Broken Parts: After a very poor landing on a rock jump (on a cold 28F day) we broke one of the plastic links to the rear axle. Otherwise, we drove the Double Cab quite hard with no other breakage.

Misc Notes:

We were HUGE fans of the stock stealth body mounts. They worked well and were super stealth. Nice!

The Double Cab comes with Gmade’s torque twist reduction transmission. We found it worked well while driving.

We saw a lot of rollovers with the Double Cab. While the battery is located up front, it is also mounted on its side, thus raising the truck’s center of gravity.

The body was very nicely detailed and had a great off-road look.

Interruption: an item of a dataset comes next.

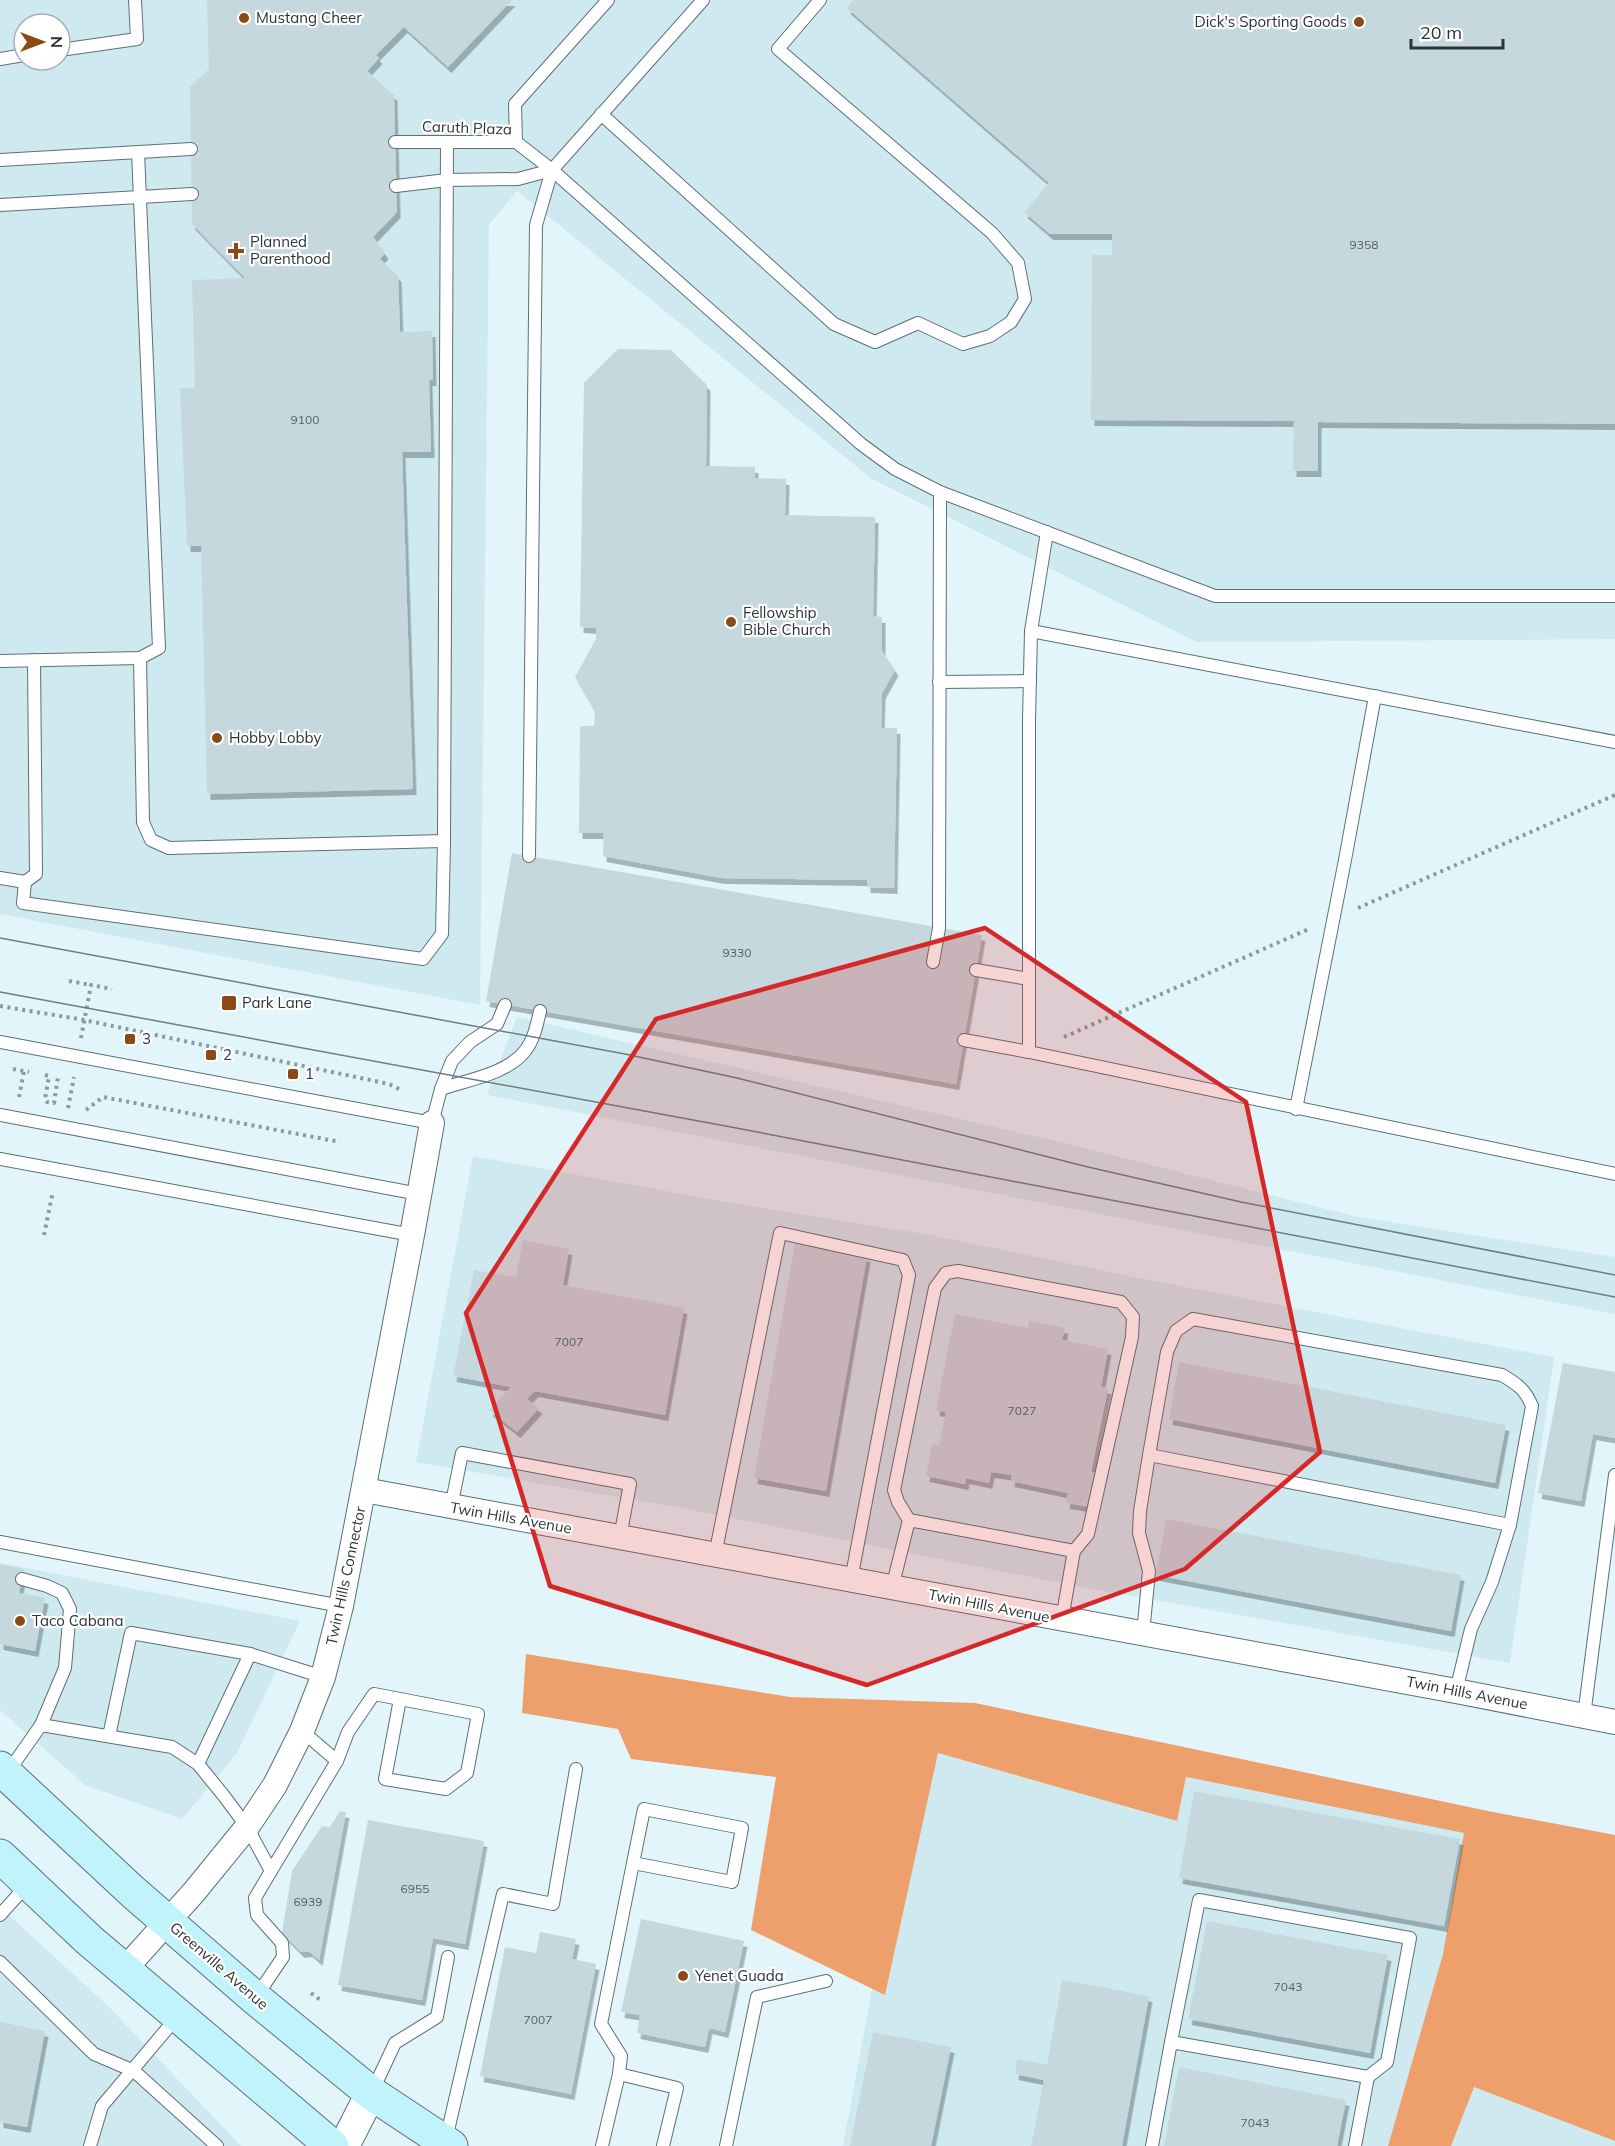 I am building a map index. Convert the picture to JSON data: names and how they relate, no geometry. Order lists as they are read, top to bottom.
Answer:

Also, the injection molded plastic body parts (and roll bar) were nicely done.

Best Mod: Lowering the battery will yield all sorts of benefits while out on the trail.


A = Outstanding/Best in Class, B = Above Average, C = Average, D = Below Average, F = Horrific

Time To Bash: C Graded as a kit, the Gmade went together exceptionally well. Graded as a “how many minutes from the store to the backyard” a kit can take few evenings worth of building.

Workability: B If you have never built a Gmade kit before, no worries. The parts supplied had a very nice fit and finish. Also, the hardware worked without issue.

Car Show Rating: A It is rare when every single member of the Bash Crew loves how a truck looks. The Double Cab was a big hit among our test crew. Those wheels and tires were on-point too!

Bash-A-Bility: B Our Gmade held up very well, even when driven by our nearly blind test drivers.

Fun Factor: A As a whole, rarely does our test crew have a lot of “Holy Cow” type fun with a crawler. However, with its sticky tires, great front suspension, and gnarly CC power system, we couldn’t get enough.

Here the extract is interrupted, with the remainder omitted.